第6話 逃走

「おい……あんた大丈夫か?」彼女が倒れていた路地裏に到着すると、彼女はまだ息があった。郡正は彼女を心配し声を掛けた。


「ぅう……ハァハァ……」


茶色の髪色と青い瞳、そして堀の深い顔立ちをしている少女は汗をダラダラとかき、真っ青な顔色をしていた。奇妙な事にその裸体にはまるで雷に当たりたかのような火傷の痕が多数見受けられた。


「あんた大丈夫か?すぐに救急車を呼ぶからな。

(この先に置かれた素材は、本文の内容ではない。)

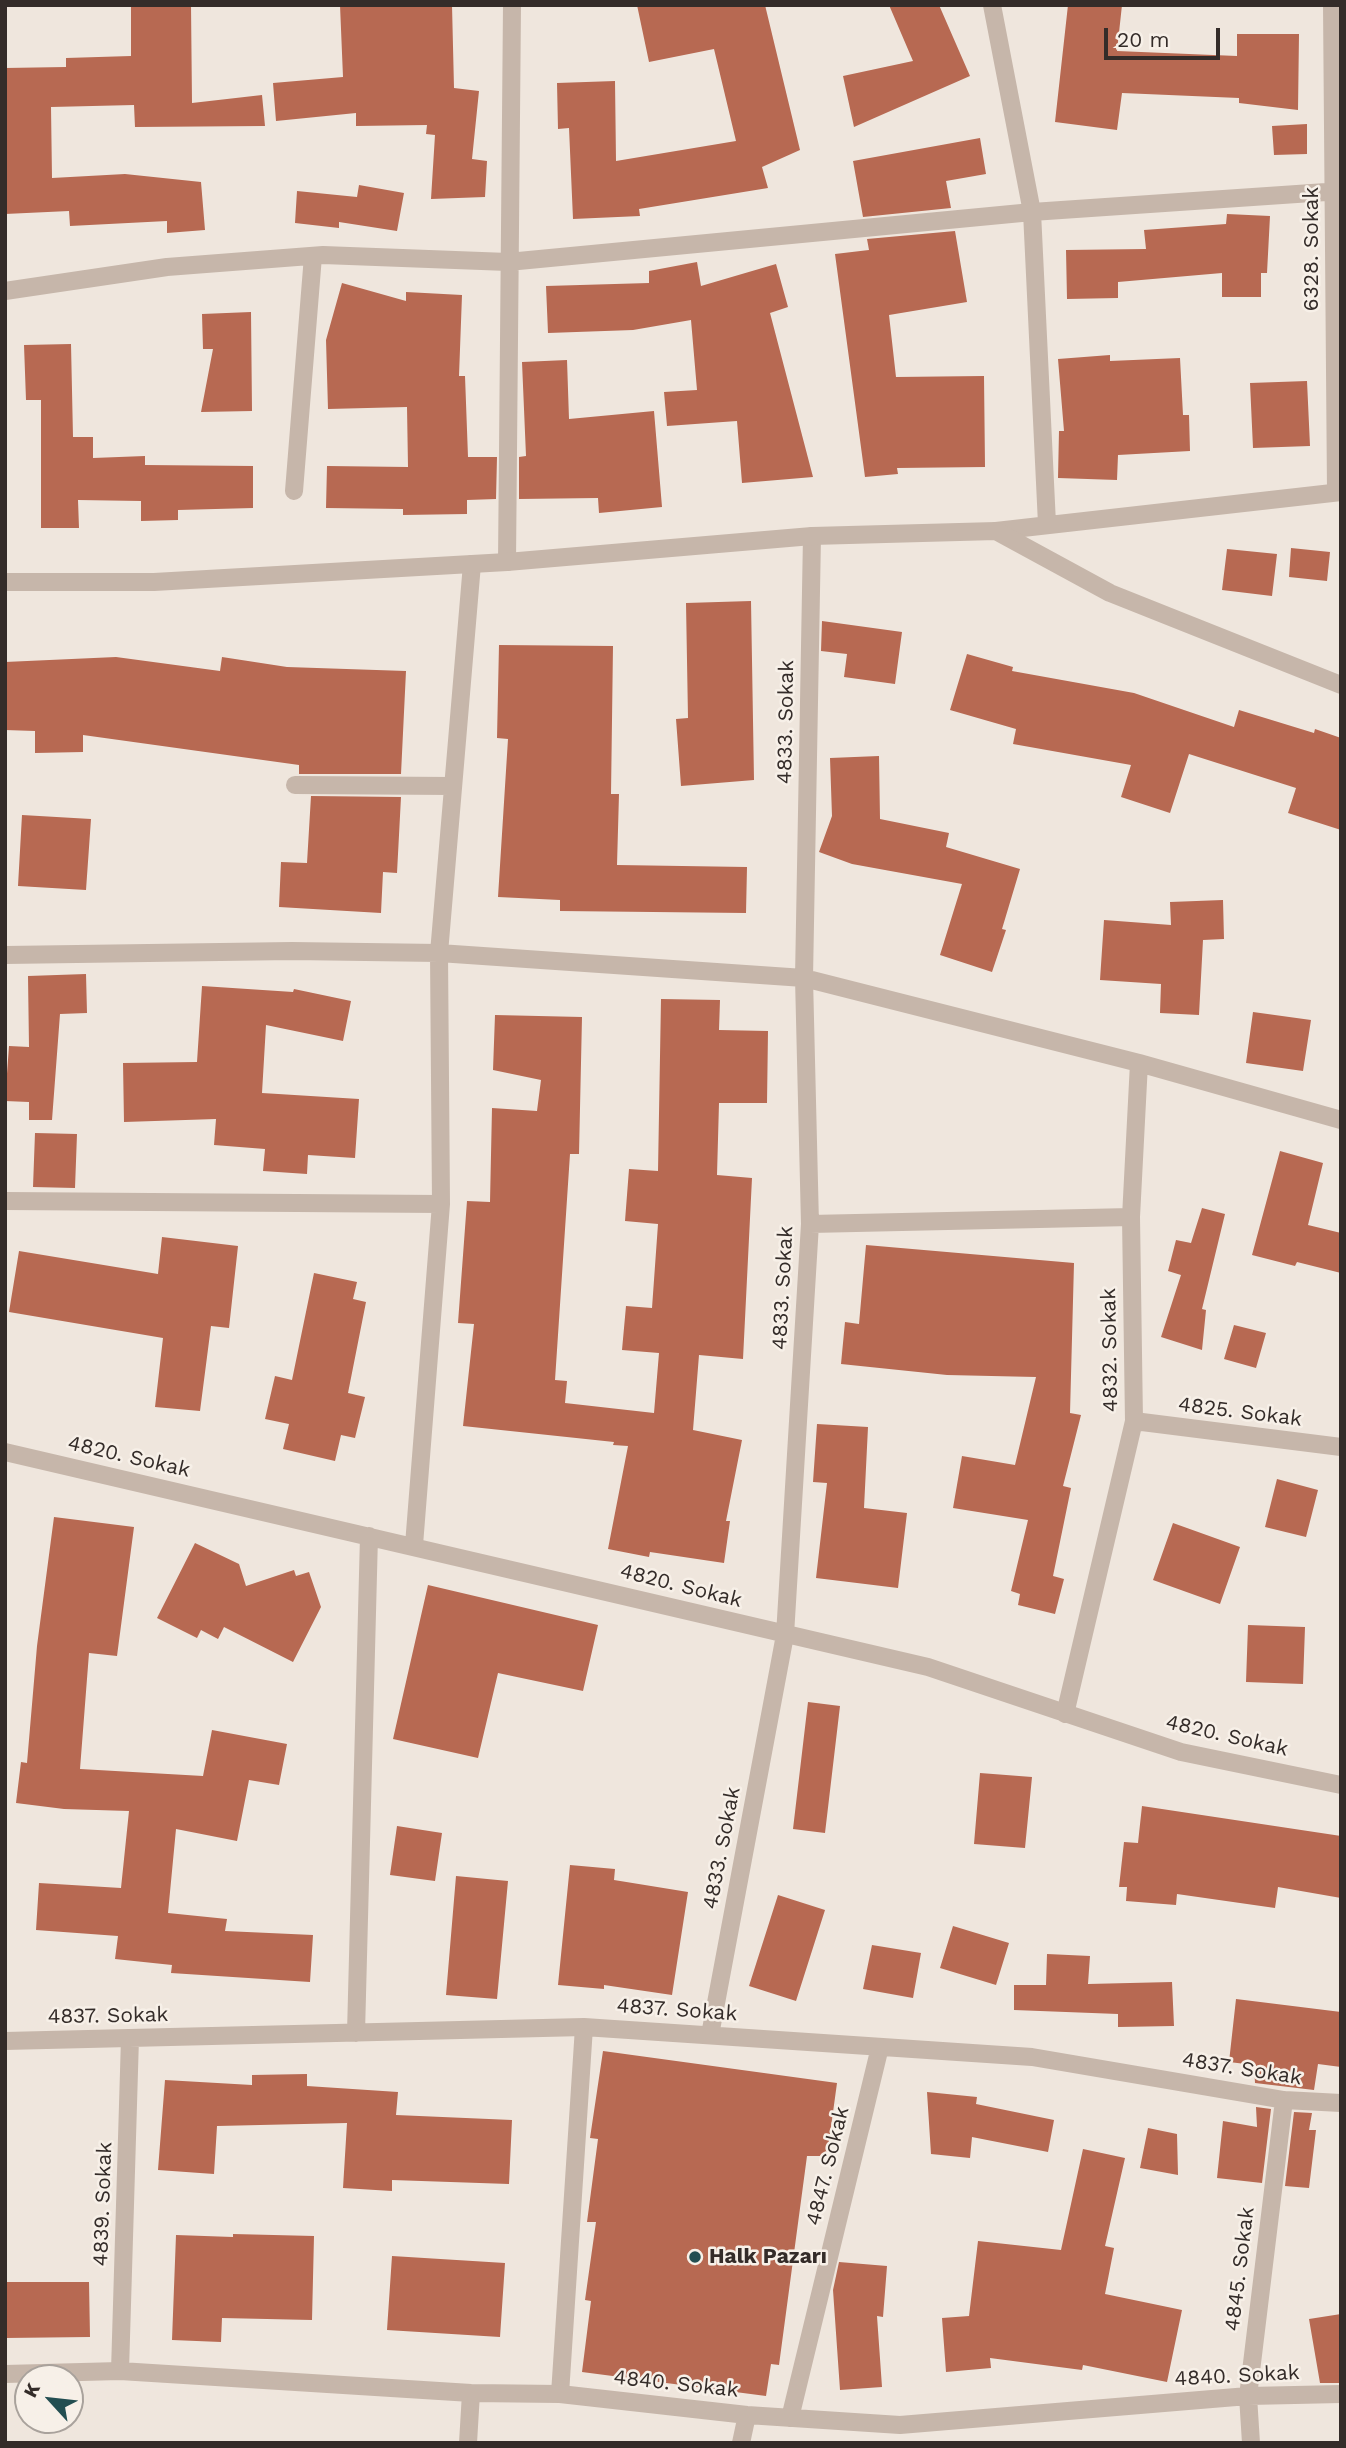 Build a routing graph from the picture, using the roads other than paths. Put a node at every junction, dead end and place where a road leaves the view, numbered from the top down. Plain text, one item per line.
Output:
1 (512, 5) edge
2 (992, 5) edge
3 (1332, 5) edge
4 (1338, 191) edge
5 (1032, 212) junction
6 (313, 257) junction
7 (508, 262) junction
8 (5, 291) edge
9 (294, 491) dead end
10 (1338, 492) edge
11 (1046, 524) junction
12 (996, 531) junction
13 (813, 536) junction
14 (507, 562) junction
15 (472, 564) junction
16 (5, 582) edge
17 (1341, 685) edge
18 (295, 785) dead end
19 (453, 786) junction
20 (439, 953) junction
21 (5, 955) edge
22 (804, 978) junction
23 (1139, 1063) junction
24 (1341, 1120) edge
25 (5, 1200) edge
26 (441, 1204) junction
27 (1131, 1217) junction
28 (810, 1224) junction
29 (1134, 1421) junction
30 (1341, 1447) edge
31 (5, 1452) edge
32 (369, 1536) junction
33 (414, 1545) junction
34 (785, 1635) junction
35 (1065, 1714) junction
36 (1341, 1785) edge
37 (584, 2027) junction
38 (356, 2032) junction
39 (710, 2035) junction
40 (130, 2038) junction
41 (5, 2041) edge
42 (880, 2047) junction
43 (1284, 2100) junction
44 (1341, 2103) edge
45 (120, 2371) junction
46 (5, 2374) edge
47 (471, 2393) junction
48 (560, 2394) junction
49 (1341, 2394) edge
50 (1248, 2396) junction
51 (747, 2415) junction
52 (790, 2418) junction
53 (468, 2443) edge
54 (741, 2443) edge
55 (1251, 2443) edge

1 - 7 street
2 - 5 street
3 - 4 street, 6328. Sokak
4 - 5 street
4 - 10 street, 6328. Sokak
5 - 7 street
5 - 11 street
6 - 7 street
6 - 8 street
6 - 9 street
7 - 14 street
10 - 11 street
11 - 12 street
12 - 13 street
12 - 17 street
13 - 14 street
13 - 22 street, 4833. Sokak
14 - 15 street
15 - 16 street
15 - 19 street
18 - 19 street
19 - 20 street
20 - 21 street
20 - 22 street
20 - 26 street
22 - 23 street
22 - 28 street, 4833. Sokak
23 - 24 street
23 - 27 street, 4832. Sokak
25 - 26 street
26 - 33 street
27 - 28 street
27 - 29 street, 4832. Sokak
28 - 34 street, 4833. Sokak
29 - 30 street, 4825. Sokak
29 - 35 street, 4832. Sokak
31 - 32 street, 4820. Sokak
32 - 33 street, 4820. Sokak
32 - 38 street
33 - 34 street, 4820. Sokak
34 - 35 street, 4820. Sokak
34 - 39 street, 4833. Sokak
35 - 36 street, 4820. Sokak
37 - 38 street, 4837. Sokak
37 - 39 street, 4837. Sokak
37 - 48 street
38 - 40 street, 4837. Sokak
39 - 42 street, 4837. Sokak
40 - 41 street, 4837. Sokak
40 - 45 street, 4839. Sokak
42 - 43 street, 4837. Sokak
42 - 52 street, 4847. Sokak
43 - 44 street, 4837. Sokak
43 - 50 street, 4845. Sokak
45 - 46 street, 4840. Sokak
45 - 47 street, 4840. Sokak
47 - 48 street, 4840. Sokak
47 - 53 street
48 - 51 street, 4840. Sokak
49 - 50 street, 4840. Sokak
50 - 52 street, 4840. Sokak
50 - 55 street, 4845. Sokak
51 - 52 street, 4840. Sokak
51 - 54 street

」

「それは……嫌ぁ!!」


少女がそう叫ぶと、彼女はまるで痙攣を起こしたように小刻みに身体を震わせた。

その異常な光景に郡正はただ困惑するしかなかった。


「え……?」郡正はただ困惑した。

そして少女は、息を荒くしながらもなんとか立ち上がり路地裏をヨロヨロと歩き始めるがすぐに地面に倒れ込んでしまった。


「おい!大丈夫か?救急車を呼ぶぞ!」


郡正は彼女の様子が只事では無いことを理解すると、彼女に手を差し伸べた。しかし彼女はそれを拒んだ。 


「警察…。それと服と水を…。……」

「警察と服と水か……。わかった!」


郡正は先に警察に追放したあと、急いで彼女に言われた物をコンビニに買いに行った。


「くぅ〜お小遣い…。せっかく増えたと思ったのに…。」


郡正はそう愚痴りながら、最寄りのコンビニに回って服を探しに行った。


最近のコンビニはかなり品揃えが充実しているとはいえ、流石に下着のような物以外は置いていなかった。

「仕方ない……。とりあえずこれを買っていくか」

郡正は、買い物かごに彼女の下着と無地のTシャツ必死に探して見つけた、コンパクトなチノパンを

放り込んだ。


「あと水…ていうか俺は、馬鹿だ。 どうして、彼女を一人で置いてきた。 早く戻らなきゃ。」


郡正がコンビニを出て、彼女が倒れ込んでいた路地裏へ急いで戻ろうとしたとき、すでに路地裏の近くで3代のパトカーが停車していることに気がついた。

「なんだ…もうついてるかそりゃ」

郡正が、慌てて路地裏の方へ走って戻るとそこには3人の警察官に事情聴取をされている彼女がいた。

「買ってきたよ…水とそれから…。」

「あの人です…!!私あの子供に乱暴されたんです!!」

「は?」

郡正は、一瞬彼女が何を言っているのか理解できなかった。しかしすぐに彼女が自分を指さしていることに気がついた。

「え?俺?」

警察は郡正に話を詳しく聞くべく、彼に近づいてきた。

「ちょっと、来てもらえる?」

「いや…違っ…俺は…放せ」

郡正は、必死に抵抗した。しかし警察は聞く耳を持たずそのまま彼の腕を強く摑んだ。


「いいから来い!」

「離せよ!おい!!違うって言ってるだろ!!」


郡正は必死に抵抗した。しかし彼の願い虚しく彼はパトカーに無理やり乗せられてしまった。

「放せよ!!俺は関係ない!!」


その悲痛な叫びすら、外から見ればパトカーが鳴らすサイレンに無常にも掻き消されてしまった。